═══ RECORDS PROVIDED ═══

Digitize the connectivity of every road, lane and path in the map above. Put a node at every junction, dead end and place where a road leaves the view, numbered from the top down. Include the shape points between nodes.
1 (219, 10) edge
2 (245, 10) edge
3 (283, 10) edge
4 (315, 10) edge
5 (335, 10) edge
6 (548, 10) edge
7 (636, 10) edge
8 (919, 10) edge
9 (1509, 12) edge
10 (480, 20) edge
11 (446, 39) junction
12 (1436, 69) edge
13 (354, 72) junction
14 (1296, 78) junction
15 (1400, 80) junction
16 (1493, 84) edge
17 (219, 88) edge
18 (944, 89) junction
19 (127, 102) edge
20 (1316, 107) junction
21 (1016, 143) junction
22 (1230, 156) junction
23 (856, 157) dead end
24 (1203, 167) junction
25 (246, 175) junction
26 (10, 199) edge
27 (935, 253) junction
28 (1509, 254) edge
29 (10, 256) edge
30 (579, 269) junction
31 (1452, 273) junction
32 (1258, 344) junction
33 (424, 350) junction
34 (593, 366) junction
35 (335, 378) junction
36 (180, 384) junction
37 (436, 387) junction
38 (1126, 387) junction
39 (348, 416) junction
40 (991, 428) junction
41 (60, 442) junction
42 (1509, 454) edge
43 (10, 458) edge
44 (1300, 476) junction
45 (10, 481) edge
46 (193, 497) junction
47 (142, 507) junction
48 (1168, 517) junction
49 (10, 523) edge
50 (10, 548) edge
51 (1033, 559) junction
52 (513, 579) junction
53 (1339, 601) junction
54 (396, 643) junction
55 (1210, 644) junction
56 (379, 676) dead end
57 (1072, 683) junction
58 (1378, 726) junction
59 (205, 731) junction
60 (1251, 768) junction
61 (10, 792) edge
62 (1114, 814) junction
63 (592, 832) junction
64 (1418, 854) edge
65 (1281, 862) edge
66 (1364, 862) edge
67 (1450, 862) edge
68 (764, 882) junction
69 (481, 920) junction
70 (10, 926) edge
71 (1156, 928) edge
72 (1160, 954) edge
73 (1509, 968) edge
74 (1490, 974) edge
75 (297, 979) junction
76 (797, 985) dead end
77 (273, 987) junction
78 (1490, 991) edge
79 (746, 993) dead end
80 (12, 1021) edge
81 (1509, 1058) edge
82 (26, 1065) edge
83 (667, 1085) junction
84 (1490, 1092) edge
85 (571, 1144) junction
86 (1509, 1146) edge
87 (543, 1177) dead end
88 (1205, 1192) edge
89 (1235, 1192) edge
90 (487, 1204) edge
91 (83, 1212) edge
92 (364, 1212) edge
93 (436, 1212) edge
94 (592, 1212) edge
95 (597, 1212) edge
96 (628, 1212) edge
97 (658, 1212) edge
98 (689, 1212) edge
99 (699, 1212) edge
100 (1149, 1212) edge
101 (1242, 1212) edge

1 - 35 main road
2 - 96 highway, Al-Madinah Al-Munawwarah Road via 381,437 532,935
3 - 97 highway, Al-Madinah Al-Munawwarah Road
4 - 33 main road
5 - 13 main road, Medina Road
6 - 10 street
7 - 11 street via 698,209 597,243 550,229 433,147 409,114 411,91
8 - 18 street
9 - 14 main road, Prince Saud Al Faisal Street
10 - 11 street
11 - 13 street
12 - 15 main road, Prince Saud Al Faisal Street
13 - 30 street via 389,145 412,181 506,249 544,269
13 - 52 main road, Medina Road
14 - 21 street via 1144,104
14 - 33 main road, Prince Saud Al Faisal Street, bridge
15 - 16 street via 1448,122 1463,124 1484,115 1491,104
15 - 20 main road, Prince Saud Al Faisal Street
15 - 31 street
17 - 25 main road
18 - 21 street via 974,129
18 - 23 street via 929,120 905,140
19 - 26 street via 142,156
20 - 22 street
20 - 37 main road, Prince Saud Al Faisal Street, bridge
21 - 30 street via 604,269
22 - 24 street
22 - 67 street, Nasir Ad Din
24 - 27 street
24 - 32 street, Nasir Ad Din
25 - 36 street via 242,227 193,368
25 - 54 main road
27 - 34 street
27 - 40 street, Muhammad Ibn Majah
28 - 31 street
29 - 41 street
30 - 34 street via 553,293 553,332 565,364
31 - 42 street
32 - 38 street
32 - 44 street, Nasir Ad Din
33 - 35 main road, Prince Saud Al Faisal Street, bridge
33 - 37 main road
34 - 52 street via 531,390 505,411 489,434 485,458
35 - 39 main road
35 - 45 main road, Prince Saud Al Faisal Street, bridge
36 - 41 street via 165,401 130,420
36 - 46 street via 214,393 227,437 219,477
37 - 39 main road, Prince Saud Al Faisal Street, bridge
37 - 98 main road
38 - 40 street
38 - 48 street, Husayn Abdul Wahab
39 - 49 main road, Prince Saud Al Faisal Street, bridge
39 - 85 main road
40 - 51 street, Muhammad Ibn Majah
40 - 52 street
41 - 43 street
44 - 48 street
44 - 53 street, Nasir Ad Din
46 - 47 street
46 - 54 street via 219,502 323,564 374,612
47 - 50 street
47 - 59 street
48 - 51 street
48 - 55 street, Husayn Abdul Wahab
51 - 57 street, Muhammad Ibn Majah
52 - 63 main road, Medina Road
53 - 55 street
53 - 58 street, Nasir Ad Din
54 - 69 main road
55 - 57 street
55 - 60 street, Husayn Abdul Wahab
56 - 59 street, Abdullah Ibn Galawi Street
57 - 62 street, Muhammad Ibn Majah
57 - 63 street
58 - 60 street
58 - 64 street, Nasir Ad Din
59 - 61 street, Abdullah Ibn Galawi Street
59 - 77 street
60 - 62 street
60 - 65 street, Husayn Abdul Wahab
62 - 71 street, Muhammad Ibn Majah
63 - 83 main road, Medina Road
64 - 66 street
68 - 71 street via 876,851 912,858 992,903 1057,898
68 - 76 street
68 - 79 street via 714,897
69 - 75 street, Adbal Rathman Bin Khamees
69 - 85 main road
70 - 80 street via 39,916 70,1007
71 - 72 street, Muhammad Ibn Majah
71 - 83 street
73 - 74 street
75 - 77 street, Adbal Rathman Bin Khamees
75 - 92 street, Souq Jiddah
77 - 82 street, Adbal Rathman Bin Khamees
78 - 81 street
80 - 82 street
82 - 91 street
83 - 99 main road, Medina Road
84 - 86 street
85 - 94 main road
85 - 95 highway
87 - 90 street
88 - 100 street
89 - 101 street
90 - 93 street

═══

Write down how many lines in the data contain "Wahab". Add nothing else.

4